15.11.201613:28 UhrKunst & Kultur
Bild: Post-Mortem-Fotografie als Impulsgeber für Roman
© Nora Amelie
© Nora Amelie

(openPR) Indie-Autorin schreibt über den Tod

- Warum fotografiert man den Tod?
- Wir können das Sterben nicht mehr aushalten
- Sand des Vergessens

Berlin (nora.amelie/15.11.2016) „Der Impuls für diese Story kommt aus der Totenfotografie“, sagt die Berliner Autorin Nora Amelie. „Sand des Vergessens“ heißt ihr gerade erschienener zweiteiliger Roman. Darin erzählt sie die Geschichte einer jungen Frau, die geprägt ist vom frühen Verlust des Vaters und nun das Erbe ihrer Großmutter antreten muss. Die Hoffnung, endlich auch ein lange gehütetes Familiengeheimnis zu lüften, entpuppt sich als Schock. Denn in unzähligen skurrilen Bildern begegnet ihr nur das Antlitz des Todes. „Diese Sammlung historischer Post-Mortem-Fotografien verändert Nathalies Vorstellung vom Sterben“, erklärt Nora Amelie. „Zumal sie erstmals auch in das Gesicht ihres toten Vaters blickt.“ Warum fotografiert man den Tod?, fragt sie sich. Und begibt sich auf eine Reise, an deren Ende sie vor dem sprichwörtlichen Nichts steht, sich aber dennoch angenommen fühlt.

„Diese besondere Art, der Toten zu gedenken, ist in unseren Breiten längst nicht mehr üblich“, so die Autorin. „Doch mit der Totenfotografie ist auch unsere Fähigkeit verloren gegangen, das Sterben auszuhalten.“ Ihre Romanfigur Nathalie erfährt, dass der Tod Schweigen bedeutet und einen Verdrängungsprozess in Gang setzt. Damit kann sie sich nicht zufrieden geben. Denn die Rätsel der Vergangenheit hindern sie daran, in der Gegenwart glücklich zu sein. „Wenn wir einen geliebten Menschen verlieren, stirbt auch ein Teil von uns selbst“, ist Nora Amelie überzeugt. Ihre Protagonistin beginnt erst dann, den Verlust zu kompensieren, als sie bereit ist, einem anderen Mann einen Platz in ihrem Leben einzuräumen. Dem Arzt Maxim.
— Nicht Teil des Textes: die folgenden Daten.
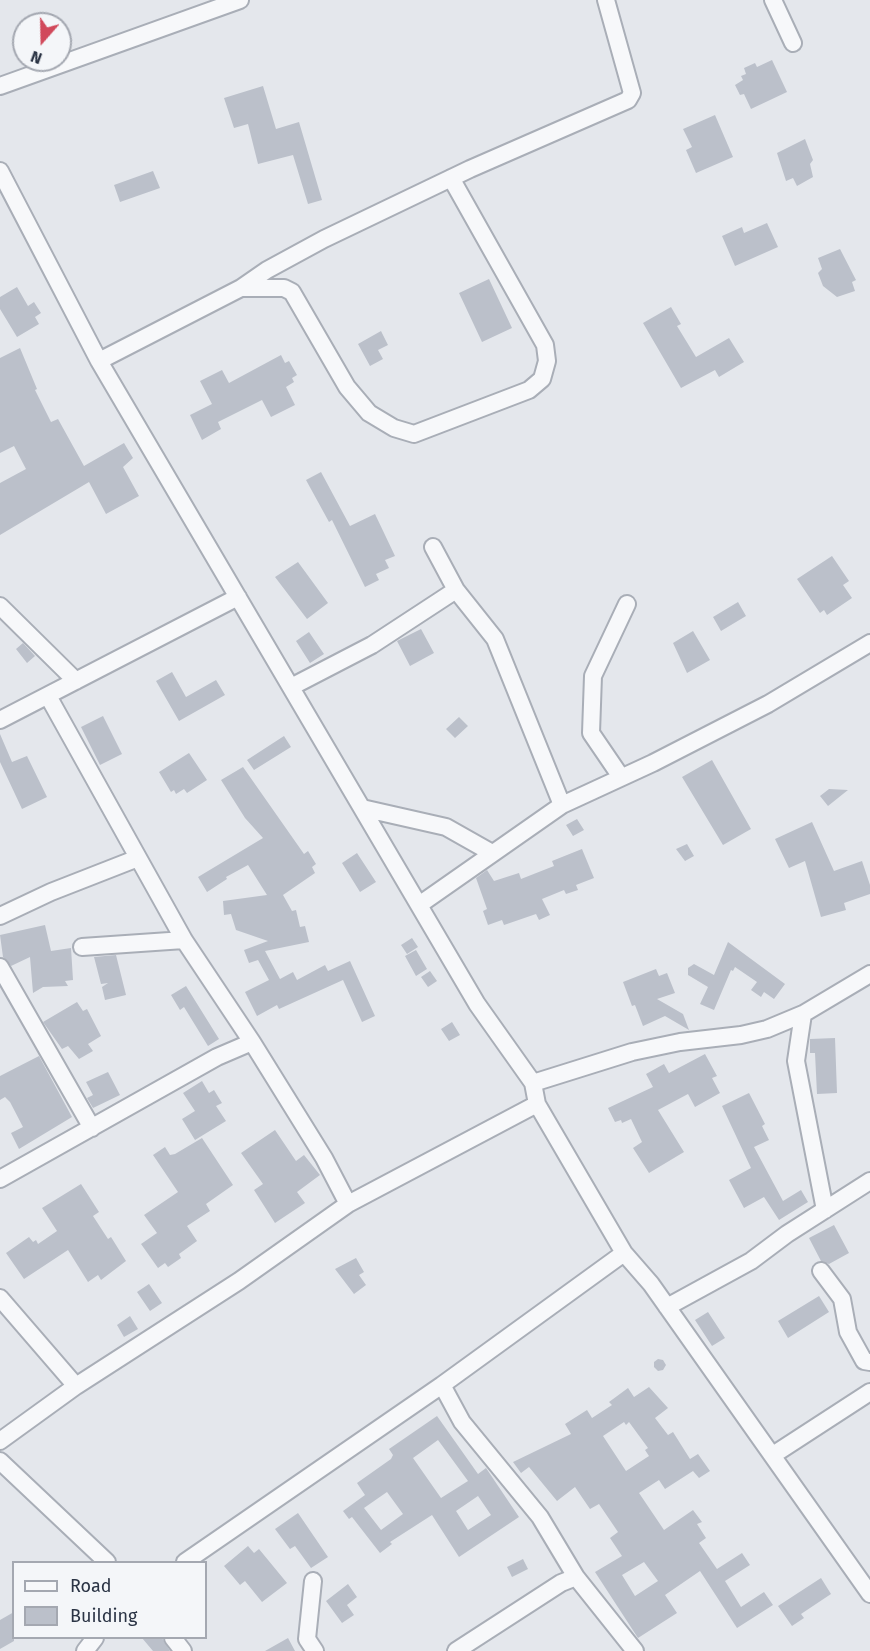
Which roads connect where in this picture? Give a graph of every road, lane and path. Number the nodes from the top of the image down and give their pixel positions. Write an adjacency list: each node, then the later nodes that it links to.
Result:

Seine Lieblingstherapie sind Berührungen. „Unglaublich heilsam für seelischen Schmerz“, konstatiert Amelie.

Der Berliner Autorin liegt nicht daran, den Tod als großes Drama darzustellen. Vielmehr möchte sie mit ihrem Roman „Sand des Vergessens“ dazu ermuntern, das Sterben ebenso als Teil des Lebens zu begreifen wie die Geburt. Sie fängt die leisen Töne ein. Die Sehnsüchte, die uns bewegen und die wir oft nicht zu stillen vermögen. Die Ängste, die man nicht abschütteln kann. Und den Wunsch loszulassen, sich frei zu fühlen und unbefangen. Nora Amelie gibt dem Tod aber nicht nur ein menschliches Gesicht. Sie macht ihn für Nathalie und Maxim erlebbar. Als stetig in Bewegung begriffene, unweigerlich alles verschlingende riesige Wanderdüne. Zerstörend und doch von bizarrer Schönheit in dem, was sie hervorbringt. Mehr Informationen über die Autorin und ihre Romane unter http://www.nora-amelie.de. „Sand des Vergessens“ erschien als eBook und Taschenbuch auf amazon.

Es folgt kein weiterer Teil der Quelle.